Insurance deal sails by with ‘big holes’
Monday, Aug. 27, 2007 | 10 p.m.
The conditions placed Monday on the proposed takeover of homegrown health insurance giant Sierra Health Services by national titan UnitedHealth Group were no surprise to the two companies. They practically wrote them themselves.
Moreover, many of the conditions developed by Nevada Insurance Commissioner Alice Molasky-Arman in allowing the merger will expire after a two-year “acquisition period” -- barely longer than it takes the dust to settle from the monumental merger. The proposed $2.6 billion deal is being scrutinized by the U.S. Justice Department and the Nevada attorney general's office for antitrust concerns.
During the two-year acquisition period, the insurance commissioner ruled, United must:
• Maintain Sierra Health's methods for determining rates and fees, paying claims and determining benefits.
• Keep Sierra Health's home office, location of its books and records and management team in Nevada.
• Keep 75 percent of Sierra Health employees in Nevada.
Peter O'Neill, spokesman for Sierra Health, said he was “quite pleased” with the commissioner's decision. Her conditions were developed in cooperation with the two companies, and showed they listened to the concerns of critics, O'Neill said.
Some critics of the merger, which many say will give United a monopoly on health insurance, say it's significant that Molasky-Arman required any conditions before giving her regulatory blessing because it shows the merger is bad for consumers and health care providers.
Other critics called Molasky-Arman's conditions a joke.
Assemblywoman Sheila Leslie, D-Reno, said Molasky-Arman's decision has “lots of big holes.” For instance, one of the commissioner's conditions said the companies will continue and build on their charitable giving. But it does not specify how.
“What does that mean?” Leslie said. “Does it mean $1? This is laughable.”
Sierra Health is the state's largest health insurance provider, covering about 630,000 Nevadans, most of them in Clark County, and working with thousands of medical providers.
Critics say that post-merger United will have the leverage to increase costs borne by consumers and business owners, and lower its payment rates to medical providers. Proponents say United would introduce advanced technologies, add efficiencies of scale and connect Nevadans to a national network of providers.
In a statement, Gov. Jim Gibbons said he was “deeply disturbed” by the “monopolistic tendencies” from the merger, and suggested that Nevada law prevented the commissioner from “acting more forcefully to curb these potential threats.”
Leslie, chairwoman of the Assembly Health and Human Services Committee, said the commissioner's decision “takes us in the wrong direction.” She said instead of allowing the companies to get bigger, the focus should be in making health insurance more affordable.
She said she wants to take a close look at the decision but said the Justice Department “is our next stop.”
Assembly Speaker Barbara Buckley said, “I don't think Nevada's interests were protected,” and hoped the attorney general and the Justice Department will fight for Nevada's interest.

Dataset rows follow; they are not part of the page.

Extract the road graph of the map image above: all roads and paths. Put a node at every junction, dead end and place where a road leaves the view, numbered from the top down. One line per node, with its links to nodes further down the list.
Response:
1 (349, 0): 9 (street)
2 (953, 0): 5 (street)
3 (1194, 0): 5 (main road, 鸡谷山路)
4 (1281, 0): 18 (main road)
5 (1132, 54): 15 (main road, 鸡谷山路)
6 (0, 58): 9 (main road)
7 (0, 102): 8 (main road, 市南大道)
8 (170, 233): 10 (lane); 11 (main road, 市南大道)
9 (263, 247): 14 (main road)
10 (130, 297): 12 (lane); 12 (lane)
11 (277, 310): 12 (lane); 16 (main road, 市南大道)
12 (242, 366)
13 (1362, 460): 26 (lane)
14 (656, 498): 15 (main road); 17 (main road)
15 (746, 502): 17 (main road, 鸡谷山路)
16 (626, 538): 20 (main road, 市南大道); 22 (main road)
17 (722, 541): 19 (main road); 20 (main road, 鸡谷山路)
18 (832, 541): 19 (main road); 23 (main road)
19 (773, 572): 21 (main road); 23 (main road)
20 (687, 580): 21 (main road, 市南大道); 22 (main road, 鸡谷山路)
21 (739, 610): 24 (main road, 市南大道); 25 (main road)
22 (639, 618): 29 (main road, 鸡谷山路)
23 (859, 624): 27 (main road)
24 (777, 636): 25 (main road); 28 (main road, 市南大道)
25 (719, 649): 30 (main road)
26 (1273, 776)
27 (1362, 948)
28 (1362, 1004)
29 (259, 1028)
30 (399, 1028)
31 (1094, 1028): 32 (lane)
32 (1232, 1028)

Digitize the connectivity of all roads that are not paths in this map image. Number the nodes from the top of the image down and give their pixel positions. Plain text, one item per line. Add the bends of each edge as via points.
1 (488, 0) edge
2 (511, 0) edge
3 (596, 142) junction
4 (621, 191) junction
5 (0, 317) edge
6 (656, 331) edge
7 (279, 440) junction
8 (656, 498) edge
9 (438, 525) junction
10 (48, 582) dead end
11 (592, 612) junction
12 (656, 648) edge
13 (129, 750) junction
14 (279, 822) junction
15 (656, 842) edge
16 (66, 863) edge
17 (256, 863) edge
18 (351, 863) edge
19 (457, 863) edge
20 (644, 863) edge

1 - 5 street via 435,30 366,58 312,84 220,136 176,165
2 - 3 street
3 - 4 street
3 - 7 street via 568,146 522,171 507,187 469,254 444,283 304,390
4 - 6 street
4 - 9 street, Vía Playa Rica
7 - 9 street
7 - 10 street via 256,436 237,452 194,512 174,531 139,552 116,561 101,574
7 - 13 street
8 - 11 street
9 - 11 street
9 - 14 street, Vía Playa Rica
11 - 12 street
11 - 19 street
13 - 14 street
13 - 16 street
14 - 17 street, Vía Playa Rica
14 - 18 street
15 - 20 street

She said the order was vague, and pointed out that other states held United to higher standards. In Colorado, United announced it would contribute $7.5 million for a mobile rural health clinic the same day the state approved a merger there. In California, United was ordered to give $250 million to charity as a condition.
Larry Matheis, executive director of the Nevada State Medical Association and an outspoken opponent of the merger, said the conditions are inadequate, but do demonstrate that the merger is problematic. It's one thing for the companies to make promises before the merger, but it's more significant for the commissioner to hold them to them, he said.
“The commissioner looked at it from what she is charged with, the narrow frame of state insurance law,” Matheis said. “These are very stringent conditions.”
The attorney general's mandate, in contrast, is much more broad, Matheis said.
“We are going to provide to the attorney general and Department of Justice any information they need,” Matheis said.
Antitrust attorney David Balto, a critic of the merger from Washington, D.C., said the commissioner's decision was troubling because United is well-known for incurring enormous fines -- more than $5 million in the past two years -- for flouting insurance regulations.
“The conditions here are probably well intended,” Balto said. “But they're doomed to failure.”
Balto said Molasky-Arman's decision could be appealed in court, but there was no indication Monday that anyone intended to.